Siendo muchas las cualidades del joven príncipe, que tenía entonces treinta años de edad, sus defectos eclipsaban su espíritu emprendedor y su inteligencia sagaz. Era orgulloso, egoísta, frío, desconfiado y carente de escrúpulos al elegir los medios cuando quería imponer su voluntad. La poca simpatía que despertaba entre el pueblo fue la causa de que la posteridad lo recuerde como un emperador desafortunado e infeliz. Nadie puede negar su empeño y afán por hacer frente a su importante misión de gobernar el Imperio; sin embargo ha pasado a la historia como un emperador frío y rencoroso.
Deberían ser sus hechos los que permitieran hacer un juicio ecuánime de su persona, pero no siempre resulta fácil desligar el carácter personal de la conducta externa. Respetó como su padre y su hermano mayor la concepción que Augusto tenía del principado. No se molestó en fingir respeto hacia el Senado, y eso contribuyó a su fama de cruel y tiránico, pues no ocultaba sus ganas de concentrar todo el poder en sus manos. En los dieciséis años de su gobierno, revistió el consulado diez veces, lo que ningún príncipe se había atrevido a hacer antes. Cada vez que él daba su nombre al año (pues en esto consiste el consulado epónimo), privaba a un miembro del Senado de este alto honor. Celebró tres triunfos sobre los dacios, y se hizo aclamar imperator veintidós veces. Se arrogó el título vitalicio de censor, magistratura que le confería el derecho de completar el Senado a su arbitrio y de expulsar a senadores de la curia. He aquí una de las razones del odio que sintió el Senado hacia Domiciano. Se hizo proclamar señor y dios, dominus et deus.
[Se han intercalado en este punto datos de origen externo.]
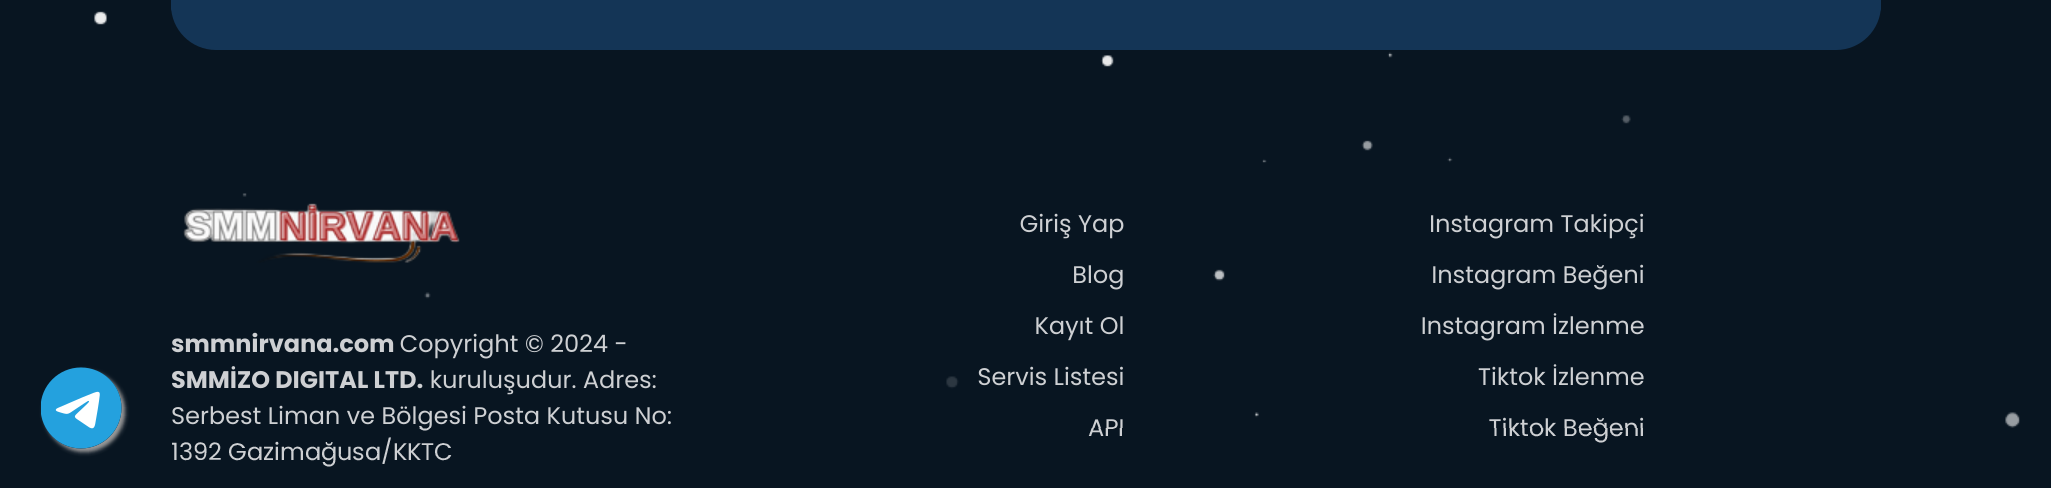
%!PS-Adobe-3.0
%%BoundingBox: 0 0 2051 488
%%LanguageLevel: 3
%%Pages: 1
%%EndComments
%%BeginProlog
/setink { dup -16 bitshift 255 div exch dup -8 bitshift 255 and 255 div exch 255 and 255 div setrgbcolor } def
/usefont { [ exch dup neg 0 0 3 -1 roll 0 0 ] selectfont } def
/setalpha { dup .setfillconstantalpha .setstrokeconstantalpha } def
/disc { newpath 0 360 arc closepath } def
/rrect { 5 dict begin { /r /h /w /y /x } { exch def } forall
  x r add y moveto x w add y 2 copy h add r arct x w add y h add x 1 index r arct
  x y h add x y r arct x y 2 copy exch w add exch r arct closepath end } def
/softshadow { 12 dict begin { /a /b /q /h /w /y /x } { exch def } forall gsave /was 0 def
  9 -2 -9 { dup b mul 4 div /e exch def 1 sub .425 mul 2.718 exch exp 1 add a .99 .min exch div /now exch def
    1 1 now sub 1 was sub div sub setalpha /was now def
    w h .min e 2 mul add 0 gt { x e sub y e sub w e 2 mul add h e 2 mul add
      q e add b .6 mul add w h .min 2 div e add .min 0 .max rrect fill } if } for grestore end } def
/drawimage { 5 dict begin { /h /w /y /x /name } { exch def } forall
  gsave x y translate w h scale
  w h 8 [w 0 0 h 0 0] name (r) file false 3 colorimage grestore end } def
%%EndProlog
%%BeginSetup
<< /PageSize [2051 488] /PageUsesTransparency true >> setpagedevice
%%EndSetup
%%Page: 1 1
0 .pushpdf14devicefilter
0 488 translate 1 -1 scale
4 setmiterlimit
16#081521 setink
0 0 2051 488 rectfill
16#143556 setink
171 -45 1710 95 45 rrect fill
(img3.raw) 183 203 277 60 drawimage
/Poppins-Bold 24 usefont
16#CED0D3 setink
171 352 moveto (smmnirvana.com) show
/Poppins-Regular 24 usefont
400 352 moveto (Copyright © 2024 -) show
/Poppins-Bold 24 usefont
171 388 moveto (SMMİZO DIGITAL LTD.) show
/Poppins-Regular 24 usefont
[
    [(kuruluşudur. Adres:) 430 388]
    [(Serbest Liman ve Bölgesi Posta Kutusu No:) 171 424]
    [(Giriş Yap) 1020 232]
    [(Blog) 1072 283]
    [(Kayıt Ol) 1035 334]
    [(Servis Listesi) 977 385]
    [(API) 1088 436]
    [(Instagram Takipçi) 1429 232]
    [(Instagram Beğeni) 1431 283]
    [(Instagram İzlenme) 1421 334]
    [(Tiktok İzlenme) 1478 385]
    [(Tiktok Beğeni) 1489 436]
] { aload pop moveto show } forall
(img1.raw) 94 11 1926 417 drawimage
16#999999 setink
44 371 81 81 40.5 2 1 softshadow
16#FFFFFF setink
81.5 408.5 28.5 disc fill
(img2.raw) 41 367 81 82 drawimage
16#CED0D3 setink
171 460 moveto (1392 Gazimağusa/KKTC) show
.poppdf14devicefilter showpage
%%EOF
Al margen de la poca simpatía con que se recuerde a este emperador, bajo su mandato la administración del Imperio estuvo en buenas manos. Siguiendo el ejemplo de Augusto, se rodeó de un Consejo de Estado cuyos miembros fueron elegidos cuidadosamente. Una de las novedades más significativas de su mandato fue la descentralización, que se producía por vez primera. Creó un puesto reservado a los caballeros, cuya tarea consistía en supervisar los cuarteles de gladiadores de Alejandría, en Egipto, y enviar a Roma luchadores bien preparados. Dada su natural aversión hacia los senadores, Domiciano quiso asegurarse el favor de las masas a base de pan y circo. Y creó los juegos Capitolinos, a imitación de las grandes competiciones olímpicas griegas. Todo ello resultaba costoso para las arcas del Imperio, que vio muy pronto menguadas sus existencias. En consecuencia, el emperador tenía que limitar los gastos y aumentar los ingresos. ¿Cómo? He aquí la cuestión.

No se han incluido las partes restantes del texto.